Sonal Kukreja crowned Ojasvi Sharma as the successor to Liva Miss Popular Choice 2022.

==Results==
===Placements===
- Color keys
- The contestant was a Semifinalist in an International pageant.

| Placement | Contestant | International placement |
| Miss Universe India 2022 | Divita Rai; | Top 16 – Miss Universe 2022 |
| Miss Supranational India 2023 | Pragnya Ayyagari; | Top 12 – Miss Supranational 2023 |
| Miss Popular Choice 2022 | Ojasvi Sharma; |

==Background==
In July 2022, it was announced that the 10th anniversary edition will be celebrated. The competition will be held on 28 August 2022. Winners will be selected from existing pool of candidates that have previously competed at international pageants or at Miss Diva and have done exceptionally well after rigorous rounds of interviews and judging as per Miss Universe and Miss Supranational standards by the organization. 7 days prior to the competition and audience vote will be conducted and the winner will represent Liva as Miss Popular Choice 2022. The event will be glamorous and will be attended by celebs, media teams, reigning Miss Universe and her team.

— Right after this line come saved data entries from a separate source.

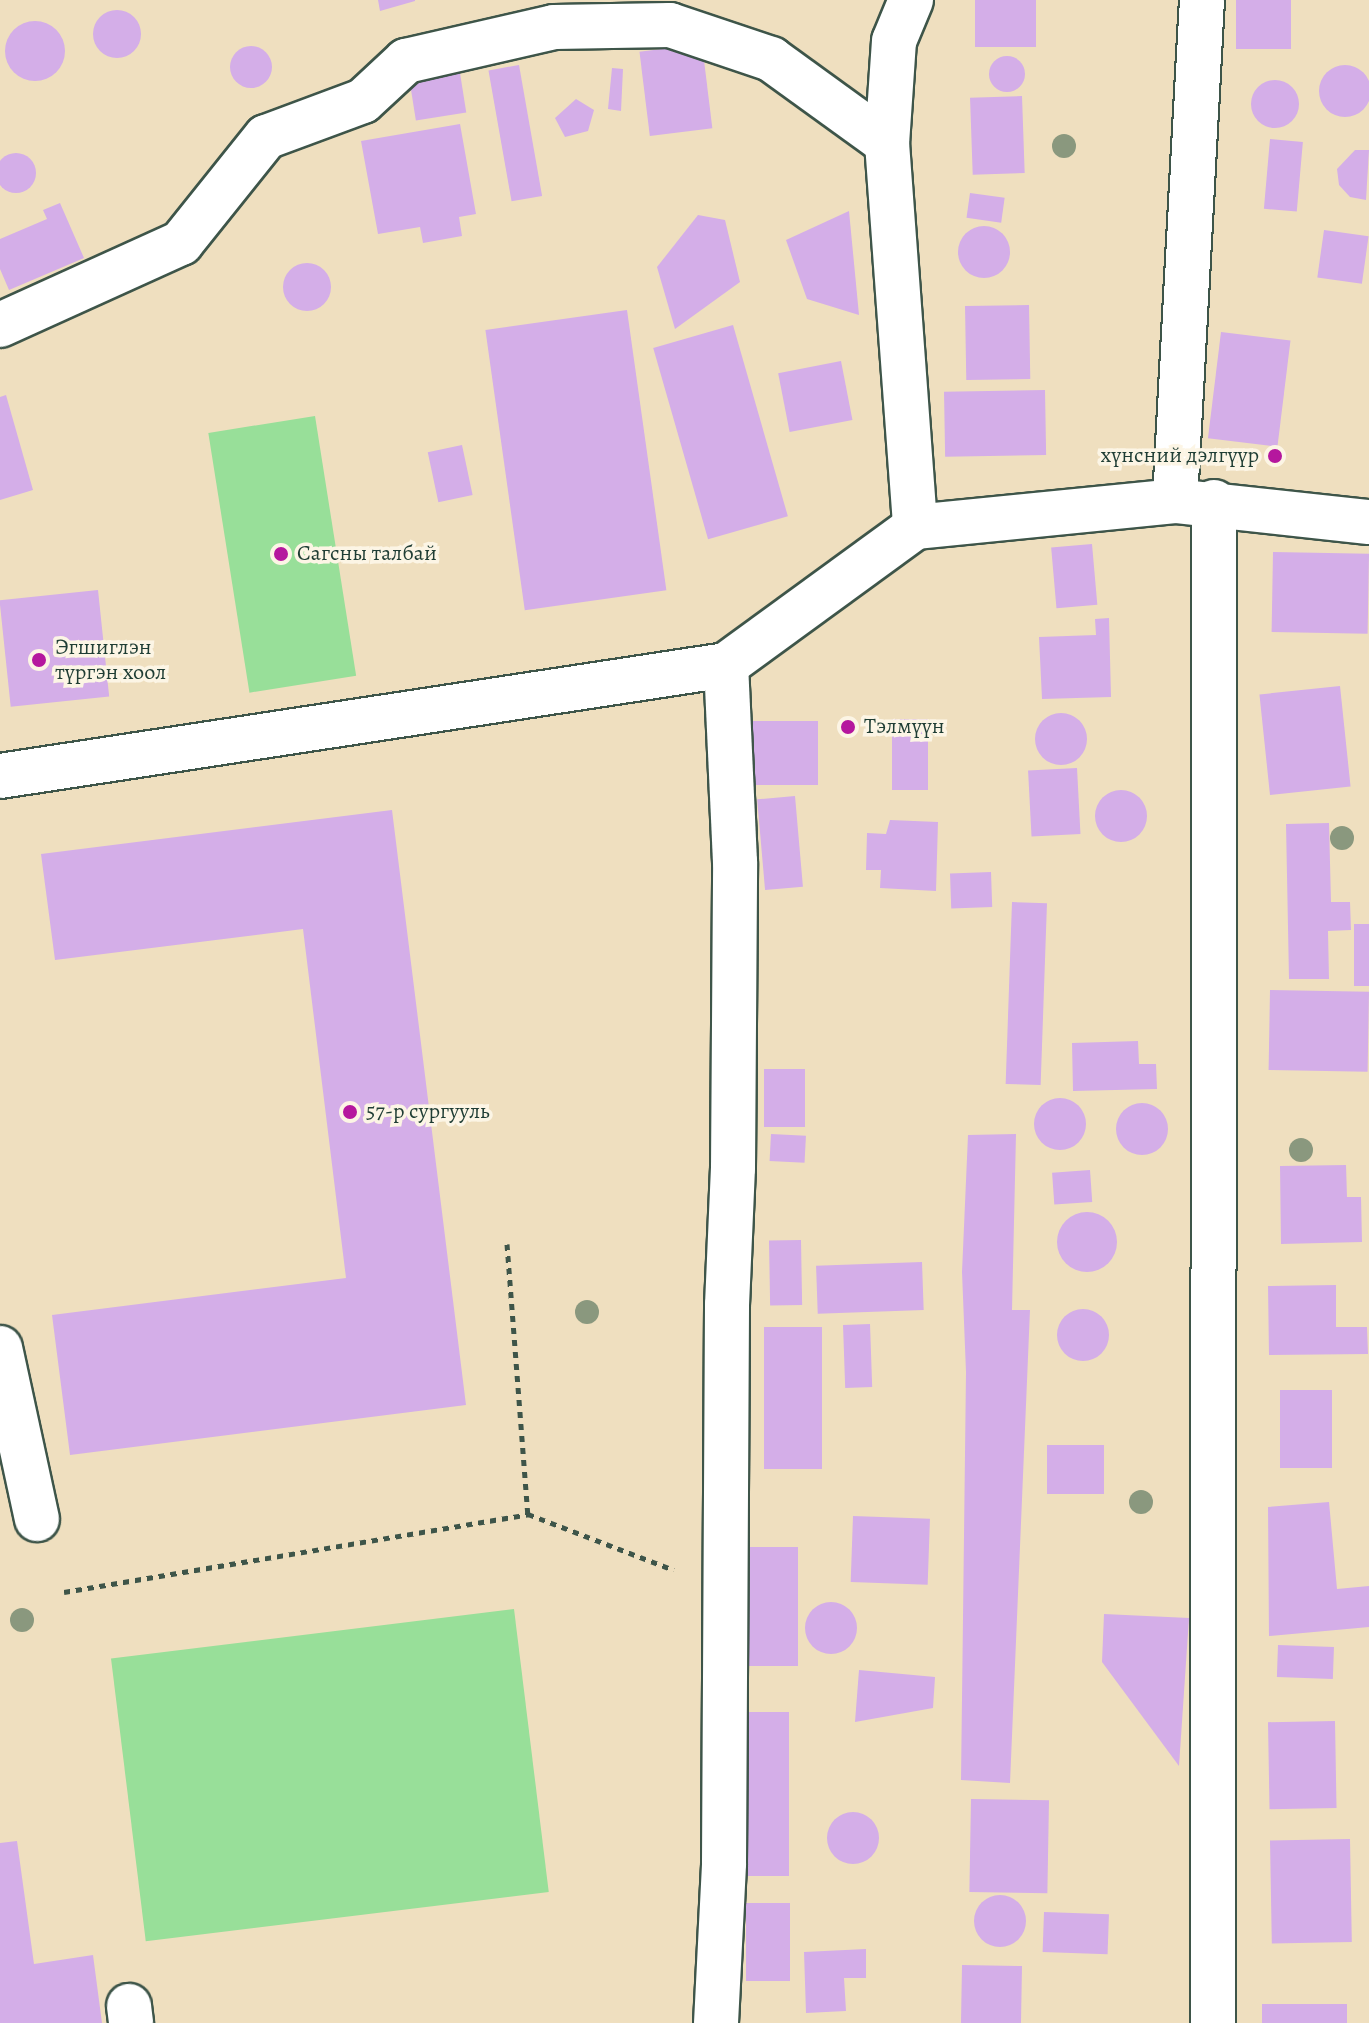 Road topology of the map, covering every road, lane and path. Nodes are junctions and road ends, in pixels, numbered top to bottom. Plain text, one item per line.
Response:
1 (911, 0) edge
2 (1202, 0) edge
3 (554, 14) edge
4 (887, 143) junction
5 (0, 325) edge
6 (1194, 502) junction
7 (1369, 522) edge
8 (915, 527) junction
9 (726, 665) junction
10 (0, 776) edge
11 (507, 1244) dead end
12 (0, 1348) edge
13 (528, 1514) junction
14 (37, 1519) dead end
15 (686, 1574) dead end
16 (64, 1592) dead end
17 (716, 2023) edge
18 (1213, 2023) edge

1 - 4 street
2 - 6 street
3 - 4 street
3 - 5 street
4 - 8 street
6 - 7 street
6 - 8 street
6 - 18 street
8 - 9 street
9 - 10 street
9 - 17 street
11 - 13 path
12 - 14 street
13 - 15 path
13 - 16 path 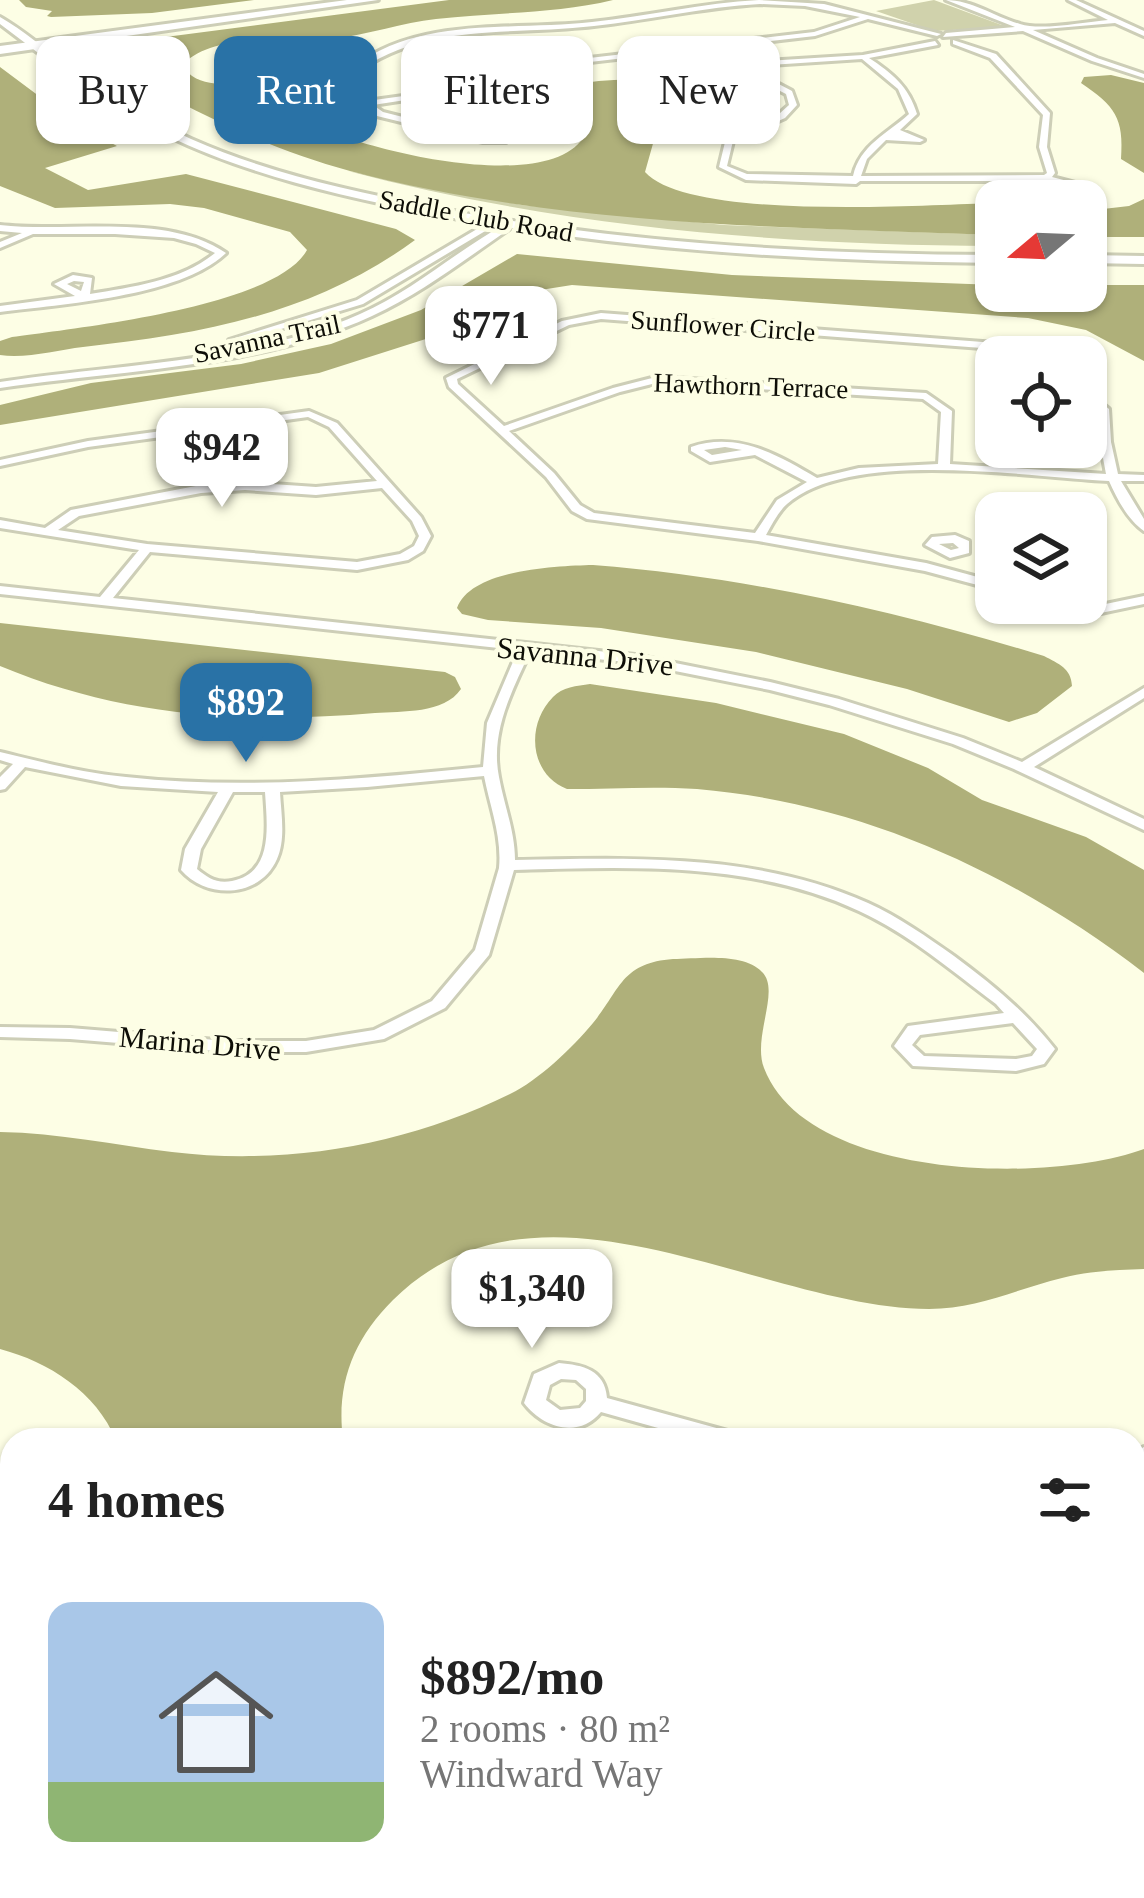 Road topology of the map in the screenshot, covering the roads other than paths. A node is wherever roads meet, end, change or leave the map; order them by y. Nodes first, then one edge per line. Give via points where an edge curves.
1 (337, 0) edge
2 (372, 0) edge
3 (950, 0) edge
4 (973, 0) edge
5 (1071, 0) edge
6 (873, 14) junction
7 (0, 20) edge
8 (1118, 21) junction
9 (1046, 27) junction
10 (1030, 28) junction
11 (914, 29) junction
12 (0, 34) edge
13 (1144, 34) edge
14 (923, 38) junction
15 (946, 40) junction
16 (16, 45) edge
17 (910, 48) junction
18 (377, 55) edge
19 (863, 57) junction
20 (1144, 73) edge
21 (377, 103) edge
22 (897, 131) junction
23 (887, 138) junction
24 (1046, 178) junction
25 (1055, 180) edge
26 (856, 181) junction
27 (497, 226) junction
28 (0, 228) edge
29 (29, 234) junction
30 (0, 245) edge
31 (975, 263) edge
32 (1107, 264) edge
33 (1144, 264) edge
34 (344, 308) junction
35 (0, 310) edge
36 (365, 315) junction
37 (304, 321) junction
38 (324, 330) junction
39 (975, 344) edge
40 (0, 375) edge
41 (0, 385) edge
42 (501, 430) junction
43 (752, 452) dead end
44 (0, 463) edge
45 (1107, 464) edge
46 (944, 467) junction
47 (1144, 478) edge
48 (1112, 479) junction
49 (817, 483) junction
50 (385, 484) junction
51 (0, 524) edge
52 (1144, 527) edge
53 (45, 533) junction
54 (758, 537) junction
55 (148, 548) junction
56 (943, 553) dead end
57 (926, 567) junction
58 (975, 580) edge
59 (0, 590) edge
60 (1144, 600) edge
61 (102, 603) junction
62 (1107, 608) edge
63 (525, 649) junction
64 (1144, 692) edge
65 (0, 755) edge
66 (22, 762) junction
67 (1027, 765) junction
68 (490, 770) junction
69 (0, 786) edge
70 (226, 790) junction
71 (272, 790) junction
72 (1144, 826) edge
73 (508, 866) junction
74 (1017, 1017) junction
75 (0, 1032) edge
76 (597, 1403) dead end
77 (687, 1428) edge

1 - 16 main road
2 - 16 main road
3 - 10 street
4 - 9 street
5 - 8 street
6 - 11 street
6 - 18 street via 712,2 595,24 448,36
6 - 21 street via 829,30 841,34 529,67
7 - 16 street, Saddle Club Road
8 - 9 street
8 - 13 street
9 - 10 street
9 - 20 street
10 - 15 street
10 - 20 street via 1079,56
11 - 14 street
11 - 15 street
12 - 16 street, Saddle Club Road
14 - 15 street
14 - 17 street
15 - 17 street
15 - 24 street via 993,56 1047,115
16 - 27 street, Saddle Club Road via 124,122 204,158 325,194
17 - 19 street
19 - 22 street via 910,98 913,114
19 - 26 street via 752,64 748,70 789,93 793,105 729,140 723,167 746,177
22 - 23 street
22 - 23 street via 920,140
23 - 26 street via 857,163
24 - 25 street
24 - 26 street
27 - 31 street, Saddle Club Road via 750,258
27 - 34 street, Savanna Trail
27 - 36 street, Savanna Trail via 409,293
28 - 29 street
29 - 30 street
29 - 35 street via 143,233 221,254 169,280
32 - 33 street
34 - 36 street
34 - 37 street, Savanna Trail
36 - 38 street, Savanna Trail
37 - 38 street
37 - 40 street, Savanna Trail
38 - 41 street, Savanna Trail
39 - 42 street, Sunflower Circle via 583,318 451,378
42 - 46 street, Hawthorn Terrace via 656,380 904,393 947,411
42 - 54 street, Sunflower Circle via 591,516
43 - 49 street
44 - 50 street via 309,414 333,425
45 - 48 street
46 - 48 street
46 - 49 street
47 - 48 street
48 - 52 street
49 - 54 street via 784,500
50 - 53 street via 316,491 223,486 75,513
50 - 55 street via 425,536 419,548 383,563
51 - 53 street
53 - 55 street
54 - 57 street, Sunflower Circle
55 - 61 street
56 - 57 street
57 - 58 street, Sunflower Circle
59 - 61 street, Savanna Drive
60 - 62 street
61 - 63 street, Savanna Drive
63 - 67 street, Savanna Drive via 635,659 792,688
63 - 68 street, Marina Drive via 497,712
64 - 67 street
65 - 66 street
66 - 69 street
66 - 70 street
67 - 72 street, Savanna Drive
68 - 71 street
68 - 73 street, Marina Drive
70 - 71 street
70 - 71 street via 189,869 218,888 260,877 270,862
73 - 74 street via 653,862 759,874 862,907
73 - 75 street, Marina Drive via 476,963 440,1001 354,1043 269,1050
74 - 74 street via 1046,1049 1038,1060 920,1062 903,1046 914,1030
76 - 77 street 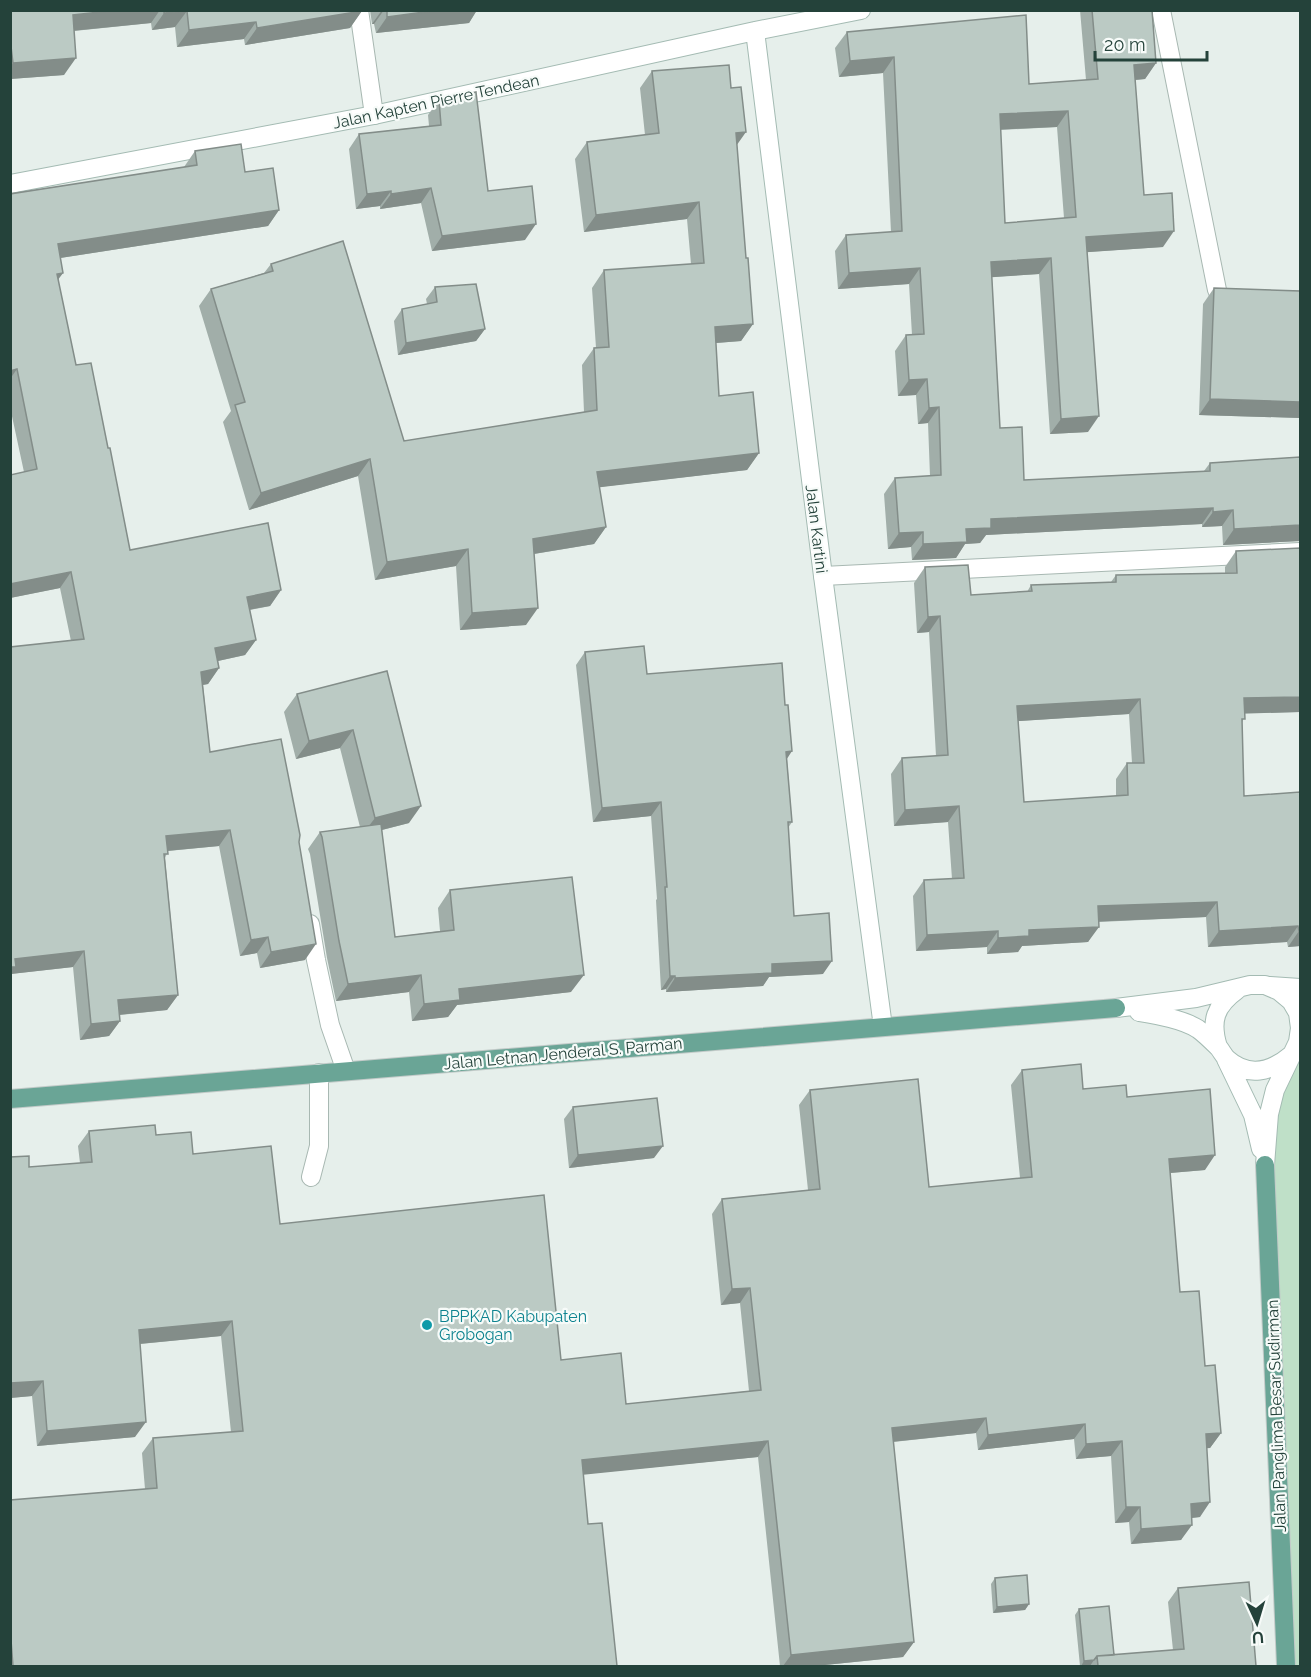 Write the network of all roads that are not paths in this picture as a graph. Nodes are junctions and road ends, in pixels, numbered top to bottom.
1 (359, 10) edge
2 (861, 10) edge
3 (1161, 10) edge
4 (755, 31) junction
5 (374, 115) junction
6 (10, 184) edge
7 (1217, 290) edge
8 (1300, 552) edge
9 (823, 576) junction
10 (306, 902) edge
11 (1258, 985) junction
12 (1300, 988) edge
13 (1116, 1008) junction
14 (883, 1027) junction
15 (1296, 1046) edge
16 (1222, 1053) junction
17 (346, 1071) junction
18 (319, 1073) junction
19 (10, 1099) edge
20 (1265, 1165) junction
21 (311, 1177) dead end
22 (1286, 1666) edge

1 - 5 street
2 - 4 street, Jalan Kapten Pierre Tendean
3 - 7 street
4 - 5 street, Jalan Kapten Pierre Tendean
4 - 9 street, Jalan Kartini
5 - 6 street, Jalan Kapten Pierre Tendean
8 - 9 street
9 - 14 street, Jalan Kartini
10 - 17 street
11 - 12 street
11 - 13 street
11 - 15 street
11 - 16 street
13 - 14 main road, Jalan Letnan Jenderal S. Parman
13 - 16 street
14 - 17 main road, Jalan Letnan Jenderal S. Parman
15 - 16 street
15 - 20 street
16 - 20 street
17 - 18 main road, Jalan Letnan Jenderal S. Parman
18 - 19 main road, Jalan Letnan Jenderal S. Parman
18 - 21 street
20 - 22 main road, Jalan Panglima Besar Sudirman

== Red Carpet Attendees ==
The following is a list of national and international beauty pageant winners from India, as well as other Bollywood celebrities, who attended the Miss Diva 10th anniversary red carpet.

=== Pageant Titleholders ===
==== International ====
- Harnaaz Sandhu – Miss Universe 2021
- Lara Dutta – Miss Universe 2000
- Rohit Khandelwal – Mister World 2016
- Srishti Rana – Miss Asia Pacific 2013

==== Miss Diva ====
- Aditi Hundia – Miss Diva Supranational 2018
- Aishwarya Dhavale – Miss Diva 2015 Finalist
- Alankrita Sahai – Miss Diva Earth 2014
- Hemali Sonii – Miss Diva 2015 Finalist
- Naveli Deshmukh – Miss Diva 2015 2nd runner-up
- Neha Jaiswal – Miss Diva 2020 runner-up
- Nehal Chudasama – Miss Diva Universe 2018
- Noyonita Lodh – Miss Diva Universe 2014
- Peden Ongmu Namgyal – Miss Diva Supranational 2017
- Shefali Sood – Miss Diva Supranational 2019
- Sonal Kukreja – Miss Diva 2021 1st runner-up
- Ritika Khatnani – Miss Diva Supranational 2021
- Vartika Singh – Miss Diva Universe 2019

==== Femina Miss India ====
- Aruna Beniwal – Femina Miss India Rajasthan 2020
- Manika Sheokand – Femina Miss Grand India 2020
- Manya Singh – Femina Miss India 2020 1st runner-up
- Meher Castelino – Femina Miss India Universe 1964
- Rubal Shekhawat – Femina Miss India 2022 1st runner-up
- Ruhi Singh – Femina Miss India United Nations 2012
- Sangeeta Motilal Bijlani – Femina Miss India Universe 1980
- Shivani Jadhav – Femina Miss Grand India 2019
- Sini Sadanand Shetty – Femina Miss India World 2022
- Suman Rao – Femina Miss India World 2019
- Tanushree Dutta – Femina Miss India Universe 2004

==== Mister India ====
- Rahul Rajasekharan – Mister India Supranational 2020

=== Other Celebrities ===
- Alesia Raut – Rampwalk Expert
- Anjali Raut – Rampwalk Expert
- Mouni Roy – Bollywood Actress
- Natasha Bharadwaj – Bollywood Actress

==Nominees==
The following are the nominees for Miss Diva Supranational and Liva Miss Popular Choice 2022:
- Color key

| Nu. | Contestant | Age | Previous Title(s) |
Miss Diva Supranational 2023 & Miss Popular Choice 2022
| 1. | Amisha Thakur | 23 | Femina Miss India Himachal Pradesh 2022 |
| 2. | Gargee Nandy | 25 | Femina Miss India Meghalaya 2022 |
| 3. | Ojasvi Sharma | 25 | Miss Diva 2021 Finalist |
| 4. | Pragnya Ayyagari | 20 | Femina Miss India Telangana 2022 |
| 5. | Sifat Sehgal | 22 | Femina Miss India Chhattisgarh 2022 |

==Crossovers==
Contestants who previously competed in previous editions of Liva Miss Diva and other local and international beauty pageants with their respective placements.

=== National pageants ===
- Miss Diva
- 2021: Divita Rai (2nd Runner Up)
- 2021: Ojaswi Sharma
- Femina Miss India 2022
- Chhattisgarh: Sifat Sehgal (Top 10)
- Himachal Pradesh: Amisha Thakur (Top 10)
- Meghalaya: Gargee Nandy (Top 5)
- Telangana: Pragnya Ayyagari (Top 5)
- Miss Universe India 2024
- Ojasvi Sharma (Top 10)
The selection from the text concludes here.